There are unwritten rules to get by in the city. Any city.
In Boston, you have to step out into traffic before it will stop for you in a crosswalk. If you don't you'll never get across.
But there are certain rules, or instructions, that are written. For London subway riders, this rule is escalator etiquette on the Tube.
A local explained it to me this way: "It's hell, but we do it in a civilized way."
Call it "Tube Etiquette." The most important part is the escalator: You stand on the right and walk on the left. Should you veer from this … you'll feel the cold wrath of London.
But no one seems to know where the practice came from:
“I have no idea,” says the Underground’s Peter McNaught. “I'm from Scotland. And I remember when I first moved down to London and I accidentally made the mistake of standing on the left. And you soon learn from commuters coming behind you that you're doing something wrong. And you just all learn to do that, that's the unspoken rule if you like.”

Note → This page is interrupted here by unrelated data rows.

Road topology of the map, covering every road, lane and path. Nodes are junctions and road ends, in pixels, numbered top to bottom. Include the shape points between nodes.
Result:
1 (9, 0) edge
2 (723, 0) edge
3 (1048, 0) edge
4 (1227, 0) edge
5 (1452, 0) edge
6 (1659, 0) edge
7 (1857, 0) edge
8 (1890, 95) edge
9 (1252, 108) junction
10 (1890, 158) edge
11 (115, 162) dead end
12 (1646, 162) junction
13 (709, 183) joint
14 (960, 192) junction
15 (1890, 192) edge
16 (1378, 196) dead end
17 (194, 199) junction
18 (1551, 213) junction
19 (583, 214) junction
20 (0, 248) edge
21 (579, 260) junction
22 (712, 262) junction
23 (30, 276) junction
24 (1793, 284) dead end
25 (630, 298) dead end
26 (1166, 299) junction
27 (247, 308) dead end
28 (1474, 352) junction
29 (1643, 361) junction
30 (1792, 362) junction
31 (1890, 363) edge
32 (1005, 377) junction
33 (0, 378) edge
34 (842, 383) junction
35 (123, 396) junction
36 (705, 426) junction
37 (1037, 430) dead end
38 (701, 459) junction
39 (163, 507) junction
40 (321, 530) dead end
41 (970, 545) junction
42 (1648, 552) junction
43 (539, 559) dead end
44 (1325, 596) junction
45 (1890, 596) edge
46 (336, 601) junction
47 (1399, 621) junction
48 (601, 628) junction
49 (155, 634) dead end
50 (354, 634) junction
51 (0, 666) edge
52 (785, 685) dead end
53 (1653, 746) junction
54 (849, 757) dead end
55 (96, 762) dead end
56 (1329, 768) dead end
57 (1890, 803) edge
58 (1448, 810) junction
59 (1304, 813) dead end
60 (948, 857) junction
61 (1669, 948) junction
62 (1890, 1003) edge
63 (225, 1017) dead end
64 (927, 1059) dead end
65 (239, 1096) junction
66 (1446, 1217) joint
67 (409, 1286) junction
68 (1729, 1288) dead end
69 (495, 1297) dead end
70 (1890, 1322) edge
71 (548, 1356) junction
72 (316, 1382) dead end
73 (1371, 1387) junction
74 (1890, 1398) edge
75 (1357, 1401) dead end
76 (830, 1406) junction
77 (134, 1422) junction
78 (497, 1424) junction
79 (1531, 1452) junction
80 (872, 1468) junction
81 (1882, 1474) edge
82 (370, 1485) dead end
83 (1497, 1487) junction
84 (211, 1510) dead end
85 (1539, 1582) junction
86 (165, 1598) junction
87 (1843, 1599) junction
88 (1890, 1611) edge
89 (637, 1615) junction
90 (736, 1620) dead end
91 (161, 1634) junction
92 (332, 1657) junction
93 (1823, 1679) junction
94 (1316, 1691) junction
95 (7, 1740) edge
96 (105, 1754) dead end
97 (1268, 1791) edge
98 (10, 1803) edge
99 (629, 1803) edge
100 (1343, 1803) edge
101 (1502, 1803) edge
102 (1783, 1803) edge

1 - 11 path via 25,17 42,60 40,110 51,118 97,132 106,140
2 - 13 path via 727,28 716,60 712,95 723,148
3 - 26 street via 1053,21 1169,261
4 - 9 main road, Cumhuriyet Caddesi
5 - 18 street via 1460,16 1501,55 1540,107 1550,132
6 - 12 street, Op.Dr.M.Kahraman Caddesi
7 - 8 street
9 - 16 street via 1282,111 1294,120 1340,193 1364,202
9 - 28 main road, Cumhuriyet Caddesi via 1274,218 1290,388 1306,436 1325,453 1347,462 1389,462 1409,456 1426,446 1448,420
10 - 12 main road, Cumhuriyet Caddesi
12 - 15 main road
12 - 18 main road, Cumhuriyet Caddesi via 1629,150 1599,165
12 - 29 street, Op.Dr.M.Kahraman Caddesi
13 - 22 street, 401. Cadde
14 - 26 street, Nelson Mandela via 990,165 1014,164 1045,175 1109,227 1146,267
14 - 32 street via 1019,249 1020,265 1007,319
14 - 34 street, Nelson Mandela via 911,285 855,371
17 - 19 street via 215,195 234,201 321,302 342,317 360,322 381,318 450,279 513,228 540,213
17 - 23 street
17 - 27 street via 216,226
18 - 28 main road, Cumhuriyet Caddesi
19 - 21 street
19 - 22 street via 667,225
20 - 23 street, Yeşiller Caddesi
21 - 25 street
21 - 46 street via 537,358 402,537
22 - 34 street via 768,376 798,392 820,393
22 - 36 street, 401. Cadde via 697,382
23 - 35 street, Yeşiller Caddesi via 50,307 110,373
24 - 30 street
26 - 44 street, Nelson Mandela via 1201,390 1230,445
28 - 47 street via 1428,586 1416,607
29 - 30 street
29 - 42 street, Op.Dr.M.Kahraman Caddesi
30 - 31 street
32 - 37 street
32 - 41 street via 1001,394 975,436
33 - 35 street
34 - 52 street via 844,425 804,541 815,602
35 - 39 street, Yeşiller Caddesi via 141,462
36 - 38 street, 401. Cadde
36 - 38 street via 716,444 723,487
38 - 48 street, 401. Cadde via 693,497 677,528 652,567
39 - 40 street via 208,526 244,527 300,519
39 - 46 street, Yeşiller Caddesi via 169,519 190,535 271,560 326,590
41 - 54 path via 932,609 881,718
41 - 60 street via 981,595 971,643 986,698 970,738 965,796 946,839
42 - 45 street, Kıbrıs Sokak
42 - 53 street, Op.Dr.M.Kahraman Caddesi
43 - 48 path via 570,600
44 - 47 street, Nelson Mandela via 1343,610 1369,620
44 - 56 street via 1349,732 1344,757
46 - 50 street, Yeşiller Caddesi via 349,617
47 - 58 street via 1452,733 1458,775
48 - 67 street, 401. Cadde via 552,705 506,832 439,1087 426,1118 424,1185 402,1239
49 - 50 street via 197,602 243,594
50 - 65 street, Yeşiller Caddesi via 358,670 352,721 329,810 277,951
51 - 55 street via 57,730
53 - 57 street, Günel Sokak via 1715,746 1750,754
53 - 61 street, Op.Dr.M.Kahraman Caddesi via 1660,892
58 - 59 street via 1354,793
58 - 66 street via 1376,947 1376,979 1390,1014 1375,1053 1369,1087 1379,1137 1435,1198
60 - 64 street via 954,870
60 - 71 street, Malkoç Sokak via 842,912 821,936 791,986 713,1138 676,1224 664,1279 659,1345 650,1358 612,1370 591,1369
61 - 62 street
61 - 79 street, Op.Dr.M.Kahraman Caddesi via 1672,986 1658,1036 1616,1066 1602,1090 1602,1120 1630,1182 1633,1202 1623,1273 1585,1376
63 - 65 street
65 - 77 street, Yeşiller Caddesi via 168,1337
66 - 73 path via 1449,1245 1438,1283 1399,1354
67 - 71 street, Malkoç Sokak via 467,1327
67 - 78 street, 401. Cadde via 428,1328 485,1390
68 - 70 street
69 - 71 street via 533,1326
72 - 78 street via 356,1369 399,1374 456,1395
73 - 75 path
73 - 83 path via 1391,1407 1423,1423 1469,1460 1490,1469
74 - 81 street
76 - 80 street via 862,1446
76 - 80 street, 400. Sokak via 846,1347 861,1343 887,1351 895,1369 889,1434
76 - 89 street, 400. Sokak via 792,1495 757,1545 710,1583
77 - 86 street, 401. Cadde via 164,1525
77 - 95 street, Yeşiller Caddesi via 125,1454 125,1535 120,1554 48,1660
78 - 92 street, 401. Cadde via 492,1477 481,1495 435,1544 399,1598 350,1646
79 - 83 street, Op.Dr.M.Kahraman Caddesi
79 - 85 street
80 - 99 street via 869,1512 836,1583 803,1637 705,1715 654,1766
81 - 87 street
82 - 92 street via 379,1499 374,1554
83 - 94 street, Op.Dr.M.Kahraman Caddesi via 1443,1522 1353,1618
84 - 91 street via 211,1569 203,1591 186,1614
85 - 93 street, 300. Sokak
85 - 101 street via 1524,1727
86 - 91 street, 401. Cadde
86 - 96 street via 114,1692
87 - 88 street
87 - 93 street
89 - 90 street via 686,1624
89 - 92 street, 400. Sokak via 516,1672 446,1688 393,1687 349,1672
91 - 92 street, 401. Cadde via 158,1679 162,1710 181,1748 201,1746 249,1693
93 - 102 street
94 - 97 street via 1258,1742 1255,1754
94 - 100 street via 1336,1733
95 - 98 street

McNaught is now in charge of several main Tube lines for the London Underground. It's an important gig. Up to 4 million people use the system each day. And it's one particular stop where he noticed a problem: Holborn Station. During morning rush hour, it turns into an underground traffic jam. And it's all due to three long escalators carrying people up to the surface.
“What you find is that the majority of customers do not want to walk up a very long escalator,” he says. “And they tend to congregate at the bottom to wait to stand on the right hand side.”
A line forms. Then a group. Then a wall of people backing up all the way to the platform. It’s a problem.
But a study at Greenwich University showed there is a possible solution: The congestion would ease if everyone stood on both sides of the escalator. But no one wants to stand on both sides.
Or so they say.
The London Underground did a trial run last year. It lasted just three weeks. But it got good results. It showed that standing on both sides moved 30 percent more people per hour. Rather than expand the system by, say, adding more escalators, it simply made the system more efficient.
Again, this only works for particular stations like Holborn, ones with very long escalators and a high number of people trying to use them.
London Underground made the decision to expand the trial based on its success. This time they're going to try it for six months, and of the three escalators going up, two will be standing only and one will be for walkers.
McNaught made a prediction on how it would go the first day.
”I think the first peak it'll be people getting used to it. It'll be quite difficult, initially. And I think by the end of the week we'll be cooking on gas."
On the morning of the second trial, a Tube attendant stood at the bottom of the escalators.
“Good morning ladies and gentlemen,” he says. “We're asking you to stand on both sides of the escalator please.”
The people he addresses walk like cattle, slowly plodding toward the escalators. I’m with the group and step onto the right side of the escalator and look down. There are four footprints painted onto each step, a marker to remind both sides to stay put.
We do. But I notice a woman standing on the left side looking uncomfortable.
“Is this weird to stand on both sides?" I ask.
“It's really weird,” she says. “It's not natural. It goes against the laws of London.”
“Do you feel awkward being on the left side and standing?”
“I feel so wrong here! It feels really weird.”
“Like you're breaking the law?”
“Yeah!”
“Well, we’re almost at the top.”
“Thank God.”
At the top of the escalator — you can see the early results. The lines to the stand-only escalators moved people consistently and calmly.
But the other escalator did not.
It was supposed to be a walk-only escalator. But people reverted to the old ways. Stand on the right. Walk on the left.
And just like it always does at Holborn, a static line formed at the bottom.